I took my first lead fall recently.
I haven’t been lead climbing long. I got into it because my buddy, who is a far more established climber than I, talked me into it. That’s cool, I’m up for a challenge. So I’ve gotten the hang of lead belaying. We have pretty good communication, which anyone will tell you is important. When I’ve climbed, my clipping is mostly ok. Sometimes it sucks.
That was not the case on this particular climb. Only a 5.8, I was climbing and clipping like it was my job. Until I got to the second to last clip, that is. There’s this particularly reachy point right at the top of the climb. Lots of holds, but the distance between clips seems enormous. So I’m holding with my right hand and taking huge bites (literally) of rope with my left trying desperately to get the damned rope into the increasingly tiny quickdraw. I could reach it, I could stab at it, but the problem was that the arm holding my weight was bent and starting to fatigue. It started to become apparent to me that I was going to come off the wall.

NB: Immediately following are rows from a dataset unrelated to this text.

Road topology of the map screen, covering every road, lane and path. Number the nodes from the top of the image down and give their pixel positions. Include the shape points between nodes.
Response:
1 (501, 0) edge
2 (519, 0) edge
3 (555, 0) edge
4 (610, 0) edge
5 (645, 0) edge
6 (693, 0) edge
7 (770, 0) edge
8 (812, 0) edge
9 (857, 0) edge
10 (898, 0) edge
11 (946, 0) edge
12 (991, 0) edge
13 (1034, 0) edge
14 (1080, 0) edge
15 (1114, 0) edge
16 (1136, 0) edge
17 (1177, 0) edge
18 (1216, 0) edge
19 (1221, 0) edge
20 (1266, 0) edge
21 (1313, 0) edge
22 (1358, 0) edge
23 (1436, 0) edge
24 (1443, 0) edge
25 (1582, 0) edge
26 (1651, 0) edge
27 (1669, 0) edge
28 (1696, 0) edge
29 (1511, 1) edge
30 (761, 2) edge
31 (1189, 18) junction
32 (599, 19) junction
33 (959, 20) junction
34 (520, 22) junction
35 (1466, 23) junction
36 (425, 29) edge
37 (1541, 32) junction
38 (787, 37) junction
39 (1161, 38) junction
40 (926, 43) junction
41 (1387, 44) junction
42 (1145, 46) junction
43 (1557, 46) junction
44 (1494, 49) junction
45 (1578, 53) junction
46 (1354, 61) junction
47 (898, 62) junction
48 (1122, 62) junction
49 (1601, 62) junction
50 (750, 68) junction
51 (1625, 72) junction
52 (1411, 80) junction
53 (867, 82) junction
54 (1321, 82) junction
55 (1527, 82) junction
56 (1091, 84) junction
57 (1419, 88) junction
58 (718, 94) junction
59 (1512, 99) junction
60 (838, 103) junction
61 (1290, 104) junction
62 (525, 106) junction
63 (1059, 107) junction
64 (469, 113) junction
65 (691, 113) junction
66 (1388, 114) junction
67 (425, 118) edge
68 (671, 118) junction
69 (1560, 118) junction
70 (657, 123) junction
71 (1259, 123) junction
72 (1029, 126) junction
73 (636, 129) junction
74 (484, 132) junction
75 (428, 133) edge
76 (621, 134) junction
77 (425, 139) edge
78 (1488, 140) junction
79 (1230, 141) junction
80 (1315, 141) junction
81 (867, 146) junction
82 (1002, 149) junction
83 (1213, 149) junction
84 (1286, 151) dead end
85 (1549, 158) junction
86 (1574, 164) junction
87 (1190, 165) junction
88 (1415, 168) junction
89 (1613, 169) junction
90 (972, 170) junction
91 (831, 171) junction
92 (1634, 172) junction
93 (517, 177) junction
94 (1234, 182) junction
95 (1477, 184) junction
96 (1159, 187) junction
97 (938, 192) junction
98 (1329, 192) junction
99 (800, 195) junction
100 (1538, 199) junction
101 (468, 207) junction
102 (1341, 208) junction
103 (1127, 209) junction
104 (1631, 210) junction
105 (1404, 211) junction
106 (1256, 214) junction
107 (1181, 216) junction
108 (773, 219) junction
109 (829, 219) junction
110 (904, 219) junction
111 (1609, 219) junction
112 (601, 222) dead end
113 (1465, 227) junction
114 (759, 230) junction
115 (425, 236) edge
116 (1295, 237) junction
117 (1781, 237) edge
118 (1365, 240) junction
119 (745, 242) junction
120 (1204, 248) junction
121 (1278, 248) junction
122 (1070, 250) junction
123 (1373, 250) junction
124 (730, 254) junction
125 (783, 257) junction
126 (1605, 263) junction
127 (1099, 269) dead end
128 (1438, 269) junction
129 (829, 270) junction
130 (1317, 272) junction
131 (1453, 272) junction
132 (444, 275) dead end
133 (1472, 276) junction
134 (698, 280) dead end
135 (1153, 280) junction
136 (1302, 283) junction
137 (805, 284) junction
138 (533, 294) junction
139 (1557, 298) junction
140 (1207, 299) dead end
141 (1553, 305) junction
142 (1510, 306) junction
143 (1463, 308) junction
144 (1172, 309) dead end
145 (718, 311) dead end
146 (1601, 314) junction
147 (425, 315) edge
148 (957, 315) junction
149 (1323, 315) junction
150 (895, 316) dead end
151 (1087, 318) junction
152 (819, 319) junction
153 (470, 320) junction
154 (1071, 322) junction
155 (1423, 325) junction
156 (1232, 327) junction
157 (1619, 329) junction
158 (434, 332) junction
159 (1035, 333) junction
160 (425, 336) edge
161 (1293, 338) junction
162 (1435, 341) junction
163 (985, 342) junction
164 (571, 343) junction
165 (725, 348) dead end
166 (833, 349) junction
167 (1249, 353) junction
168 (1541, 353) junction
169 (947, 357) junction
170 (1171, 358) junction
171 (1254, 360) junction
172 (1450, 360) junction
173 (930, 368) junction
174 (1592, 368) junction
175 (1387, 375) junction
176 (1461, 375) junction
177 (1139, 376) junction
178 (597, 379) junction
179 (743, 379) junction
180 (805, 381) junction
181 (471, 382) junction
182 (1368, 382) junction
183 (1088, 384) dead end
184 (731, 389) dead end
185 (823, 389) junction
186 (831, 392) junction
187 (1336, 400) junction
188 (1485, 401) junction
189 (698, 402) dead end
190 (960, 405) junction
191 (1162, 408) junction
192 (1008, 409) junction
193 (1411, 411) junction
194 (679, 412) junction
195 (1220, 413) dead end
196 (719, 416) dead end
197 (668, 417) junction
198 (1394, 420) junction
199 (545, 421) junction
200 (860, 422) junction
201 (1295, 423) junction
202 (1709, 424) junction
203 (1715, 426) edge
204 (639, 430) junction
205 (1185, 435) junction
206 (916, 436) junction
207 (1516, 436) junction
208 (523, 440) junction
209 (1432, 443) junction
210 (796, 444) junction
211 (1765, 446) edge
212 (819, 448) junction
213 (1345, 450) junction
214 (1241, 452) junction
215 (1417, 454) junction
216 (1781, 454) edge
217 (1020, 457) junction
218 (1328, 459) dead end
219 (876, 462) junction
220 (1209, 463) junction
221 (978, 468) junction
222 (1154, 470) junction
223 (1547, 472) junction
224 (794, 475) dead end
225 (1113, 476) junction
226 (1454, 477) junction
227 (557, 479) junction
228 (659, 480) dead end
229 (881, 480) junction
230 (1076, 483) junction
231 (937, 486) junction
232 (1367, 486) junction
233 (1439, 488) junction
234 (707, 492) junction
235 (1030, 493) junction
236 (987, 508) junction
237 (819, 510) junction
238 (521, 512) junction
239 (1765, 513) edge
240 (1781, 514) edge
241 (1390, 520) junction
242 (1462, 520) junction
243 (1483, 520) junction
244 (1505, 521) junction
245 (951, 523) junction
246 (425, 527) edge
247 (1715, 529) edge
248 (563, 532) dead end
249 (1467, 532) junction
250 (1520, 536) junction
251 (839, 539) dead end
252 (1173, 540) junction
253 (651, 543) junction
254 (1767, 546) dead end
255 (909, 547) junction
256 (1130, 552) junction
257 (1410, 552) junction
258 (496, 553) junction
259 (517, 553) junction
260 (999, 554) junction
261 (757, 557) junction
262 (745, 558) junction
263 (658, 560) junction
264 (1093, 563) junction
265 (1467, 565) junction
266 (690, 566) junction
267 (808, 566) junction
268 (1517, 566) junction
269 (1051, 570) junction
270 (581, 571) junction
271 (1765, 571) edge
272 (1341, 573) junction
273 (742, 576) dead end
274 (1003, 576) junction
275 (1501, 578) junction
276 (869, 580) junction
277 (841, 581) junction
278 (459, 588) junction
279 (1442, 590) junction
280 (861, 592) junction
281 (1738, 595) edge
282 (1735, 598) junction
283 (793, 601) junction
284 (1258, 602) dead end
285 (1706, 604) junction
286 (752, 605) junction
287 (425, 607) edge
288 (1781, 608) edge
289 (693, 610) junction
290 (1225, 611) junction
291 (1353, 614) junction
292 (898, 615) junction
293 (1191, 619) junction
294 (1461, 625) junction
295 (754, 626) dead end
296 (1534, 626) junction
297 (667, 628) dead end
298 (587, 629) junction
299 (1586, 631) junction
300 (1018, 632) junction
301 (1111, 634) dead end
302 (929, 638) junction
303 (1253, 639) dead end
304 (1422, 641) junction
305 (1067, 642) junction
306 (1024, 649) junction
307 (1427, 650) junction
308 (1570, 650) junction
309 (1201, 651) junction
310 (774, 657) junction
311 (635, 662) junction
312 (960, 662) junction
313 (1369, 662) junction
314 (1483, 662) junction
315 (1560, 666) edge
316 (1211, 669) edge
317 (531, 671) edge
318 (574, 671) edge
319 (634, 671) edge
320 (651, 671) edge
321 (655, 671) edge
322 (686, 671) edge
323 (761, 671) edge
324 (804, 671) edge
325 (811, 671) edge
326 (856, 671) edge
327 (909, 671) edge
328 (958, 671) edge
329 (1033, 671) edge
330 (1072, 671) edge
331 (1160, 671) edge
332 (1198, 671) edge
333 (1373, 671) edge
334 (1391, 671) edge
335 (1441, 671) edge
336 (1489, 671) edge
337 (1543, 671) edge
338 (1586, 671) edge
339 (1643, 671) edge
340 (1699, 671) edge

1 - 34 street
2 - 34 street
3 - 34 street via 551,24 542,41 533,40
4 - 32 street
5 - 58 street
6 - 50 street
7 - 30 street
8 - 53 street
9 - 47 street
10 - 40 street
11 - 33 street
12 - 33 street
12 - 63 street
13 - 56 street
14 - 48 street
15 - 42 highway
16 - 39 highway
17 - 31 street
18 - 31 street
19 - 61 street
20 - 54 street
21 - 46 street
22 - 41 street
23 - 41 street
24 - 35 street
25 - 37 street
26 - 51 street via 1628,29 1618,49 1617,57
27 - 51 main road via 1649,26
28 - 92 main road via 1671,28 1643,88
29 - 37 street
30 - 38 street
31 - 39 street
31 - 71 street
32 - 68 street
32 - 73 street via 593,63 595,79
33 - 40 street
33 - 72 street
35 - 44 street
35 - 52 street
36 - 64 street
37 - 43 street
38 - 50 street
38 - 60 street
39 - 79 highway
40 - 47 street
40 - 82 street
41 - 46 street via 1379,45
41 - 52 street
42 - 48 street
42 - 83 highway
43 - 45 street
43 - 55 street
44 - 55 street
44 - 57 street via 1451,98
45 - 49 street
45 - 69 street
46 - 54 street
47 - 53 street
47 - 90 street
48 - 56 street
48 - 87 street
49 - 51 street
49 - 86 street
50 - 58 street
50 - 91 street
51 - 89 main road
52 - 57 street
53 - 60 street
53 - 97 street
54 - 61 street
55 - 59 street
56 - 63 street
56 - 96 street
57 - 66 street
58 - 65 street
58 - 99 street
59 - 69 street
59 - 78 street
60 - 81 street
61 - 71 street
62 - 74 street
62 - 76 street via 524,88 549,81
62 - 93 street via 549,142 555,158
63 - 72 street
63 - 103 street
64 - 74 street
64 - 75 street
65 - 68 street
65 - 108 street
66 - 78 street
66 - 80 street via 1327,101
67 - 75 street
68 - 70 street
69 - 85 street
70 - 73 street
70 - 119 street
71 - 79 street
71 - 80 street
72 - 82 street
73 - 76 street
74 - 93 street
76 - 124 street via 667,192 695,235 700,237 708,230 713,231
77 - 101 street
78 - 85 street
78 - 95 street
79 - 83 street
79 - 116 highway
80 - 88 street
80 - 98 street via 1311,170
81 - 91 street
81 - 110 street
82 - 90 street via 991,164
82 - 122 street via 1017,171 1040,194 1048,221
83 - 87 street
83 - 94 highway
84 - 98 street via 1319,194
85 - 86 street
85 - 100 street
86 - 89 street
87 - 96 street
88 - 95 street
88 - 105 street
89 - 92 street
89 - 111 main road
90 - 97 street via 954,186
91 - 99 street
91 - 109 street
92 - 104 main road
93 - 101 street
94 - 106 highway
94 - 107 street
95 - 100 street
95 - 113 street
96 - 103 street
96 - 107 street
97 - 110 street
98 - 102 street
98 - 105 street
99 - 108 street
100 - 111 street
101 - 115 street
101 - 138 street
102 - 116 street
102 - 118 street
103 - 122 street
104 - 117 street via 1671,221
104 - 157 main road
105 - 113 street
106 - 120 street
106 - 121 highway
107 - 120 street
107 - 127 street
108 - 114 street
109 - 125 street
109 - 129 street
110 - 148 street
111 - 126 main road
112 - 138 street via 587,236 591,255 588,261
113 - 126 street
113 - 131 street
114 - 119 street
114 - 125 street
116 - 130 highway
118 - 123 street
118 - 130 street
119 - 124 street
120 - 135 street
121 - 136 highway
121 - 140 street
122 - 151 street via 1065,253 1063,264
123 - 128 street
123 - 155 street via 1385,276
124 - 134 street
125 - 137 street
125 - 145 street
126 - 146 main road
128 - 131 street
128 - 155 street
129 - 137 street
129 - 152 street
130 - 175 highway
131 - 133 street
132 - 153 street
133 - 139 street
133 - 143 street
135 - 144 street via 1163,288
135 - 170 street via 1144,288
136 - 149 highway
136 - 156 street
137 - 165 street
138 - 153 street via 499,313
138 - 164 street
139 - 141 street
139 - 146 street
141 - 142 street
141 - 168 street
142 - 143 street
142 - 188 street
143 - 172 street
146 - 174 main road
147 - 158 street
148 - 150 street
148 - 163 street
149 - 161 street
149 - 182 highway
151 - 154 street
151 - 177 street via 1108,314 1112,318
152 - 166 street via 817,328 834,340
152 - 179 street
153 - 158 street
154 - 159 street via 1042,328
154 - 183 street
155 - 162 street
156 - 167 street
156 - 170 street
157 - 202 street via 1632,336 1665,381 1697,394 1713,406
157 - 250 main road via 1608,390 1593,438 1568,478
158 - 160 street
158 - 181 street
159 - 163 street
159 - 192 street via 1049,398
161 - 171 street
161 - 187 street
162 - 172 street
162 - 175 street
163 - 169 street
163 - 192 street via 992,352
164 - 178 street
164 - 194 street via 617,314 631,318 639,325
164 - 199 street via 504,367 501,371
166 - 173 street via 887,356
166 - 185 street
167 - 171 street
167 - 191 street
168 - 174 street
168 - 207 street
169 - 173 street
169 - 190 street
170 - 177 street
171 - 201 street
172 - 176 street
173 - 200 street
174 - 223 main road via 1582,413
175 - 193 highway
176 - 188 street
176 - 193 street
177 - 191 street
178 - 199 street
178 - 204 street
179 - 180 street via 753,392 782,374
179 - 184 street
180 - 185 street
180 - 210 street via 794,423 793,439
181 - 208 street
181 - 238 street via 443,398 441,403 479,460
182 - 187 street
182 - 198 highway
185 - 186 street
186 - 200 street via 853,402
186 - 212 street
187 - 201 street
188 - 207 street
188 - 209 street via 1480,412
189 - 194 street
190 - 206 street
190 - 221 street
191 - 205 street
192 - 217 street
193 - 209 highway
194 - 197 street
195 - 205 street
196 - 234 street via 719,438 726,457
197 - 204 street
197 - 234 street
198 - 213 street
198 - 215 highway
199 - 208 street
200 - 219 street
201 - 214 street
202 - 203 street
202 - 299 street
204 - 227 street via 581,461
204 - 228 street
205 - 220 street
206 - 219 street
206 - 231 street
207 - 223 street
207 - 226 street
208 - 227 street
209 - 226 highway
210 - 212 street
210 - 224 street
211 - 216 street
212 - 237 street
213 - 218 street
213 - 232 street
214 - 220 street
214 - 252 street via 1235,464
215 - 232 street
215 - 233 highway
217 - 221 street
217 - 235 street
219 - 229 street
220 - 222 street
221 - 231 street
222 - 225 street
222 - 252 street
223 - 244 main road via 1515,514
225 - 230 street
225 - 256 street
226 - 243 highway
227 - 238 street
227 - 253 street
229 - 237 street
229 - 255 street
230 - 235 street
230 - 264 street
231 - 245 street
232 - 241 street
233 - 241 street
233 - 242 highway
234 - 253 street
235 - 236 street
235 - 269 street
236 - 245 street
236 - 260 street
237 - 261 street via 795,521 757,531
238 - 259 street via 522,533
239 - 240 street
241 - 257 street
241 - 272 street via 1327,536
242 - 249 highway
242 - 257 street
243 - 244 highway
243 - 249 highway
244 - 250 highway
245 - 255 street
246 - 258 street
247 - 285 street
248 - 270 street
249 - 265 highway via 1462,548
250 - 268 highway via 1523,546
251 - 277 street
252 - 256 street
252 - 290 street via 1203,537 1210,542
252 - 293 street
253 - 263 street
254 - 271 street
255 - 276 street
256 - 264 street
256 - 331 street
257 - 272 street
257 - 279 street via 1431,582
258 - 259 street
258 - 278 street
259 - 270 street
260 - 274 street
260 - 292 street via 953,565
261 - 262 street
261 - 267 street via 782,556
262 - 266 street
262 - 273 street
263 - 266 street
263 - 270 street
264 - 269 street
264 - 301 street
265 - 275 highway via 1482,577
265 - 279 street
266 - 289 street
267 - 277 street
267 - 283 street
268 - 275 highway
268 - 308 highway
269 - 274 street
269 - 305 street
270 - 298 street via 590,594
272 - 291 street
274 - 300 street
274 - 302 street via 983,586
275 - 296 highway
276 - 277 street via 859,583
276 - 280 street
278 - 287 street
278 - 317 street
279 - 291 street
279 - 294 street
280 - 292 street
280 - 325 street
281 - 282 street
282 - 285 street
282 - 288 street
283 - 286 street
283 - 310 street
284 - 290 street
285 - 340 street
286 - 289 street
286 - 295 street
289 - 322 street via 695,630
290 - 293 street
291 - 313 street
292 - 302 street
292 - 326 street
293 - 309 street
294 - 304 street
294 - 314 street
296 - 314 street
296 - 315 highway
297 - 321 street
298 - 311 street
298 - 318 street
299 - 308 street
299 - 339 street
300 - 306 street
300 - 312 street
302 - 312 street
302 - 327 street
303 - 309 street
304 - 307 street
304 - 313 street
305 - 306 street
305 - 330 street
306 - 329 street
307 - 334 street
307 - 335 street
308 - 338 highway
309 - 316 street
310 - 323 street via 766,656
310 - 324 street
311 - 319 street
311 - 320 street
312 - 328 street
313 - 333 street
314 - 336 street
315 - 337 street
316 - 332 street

I’ll take a moment here to point out, that prior to this, while I have been aware of the lead fall, I’ve never had to experience it. I’ve belayed my buddy when he has come off, I’ve watched videos, I’ve read books, I understand that if my belayer is squared away (fortunately for me he is), while it looks terrifying, I’m not going to die. I also knew that my irrational, “I’m just not gonna fall” mentality was going to catch up with me and eventually I was going to have to do it. I knew all of these things logically, but that night, on the wall, I was fairly certain that I, was in fact, going to die.
So there I am, my arms are shaking, and I’m pretty sure there’s no way I’m going to miracle the rope into that quickdraw. Like most things in life, the decision presented itself. I was going to have to let go. As you can imagine, I wasn’t pleased with this unfortunate turn of events during, what was up until that point, a very successful climb. The last thing I remember thinking was, “just don’t scream like a bitch.”
I let go. I think I fell all of 10 feet. Maybe less. Who knows, but as I was swinging there in my harness, I felt this weight lifted off me. I had taken my first fall, handled it reasonably well, and had come out the other side. The fear of the lead fall had been taken away. My buddy lowered me down with a big smile of his face. “Welcome to lead climbing dude.”
Well said. Hell of a good night. Carry on.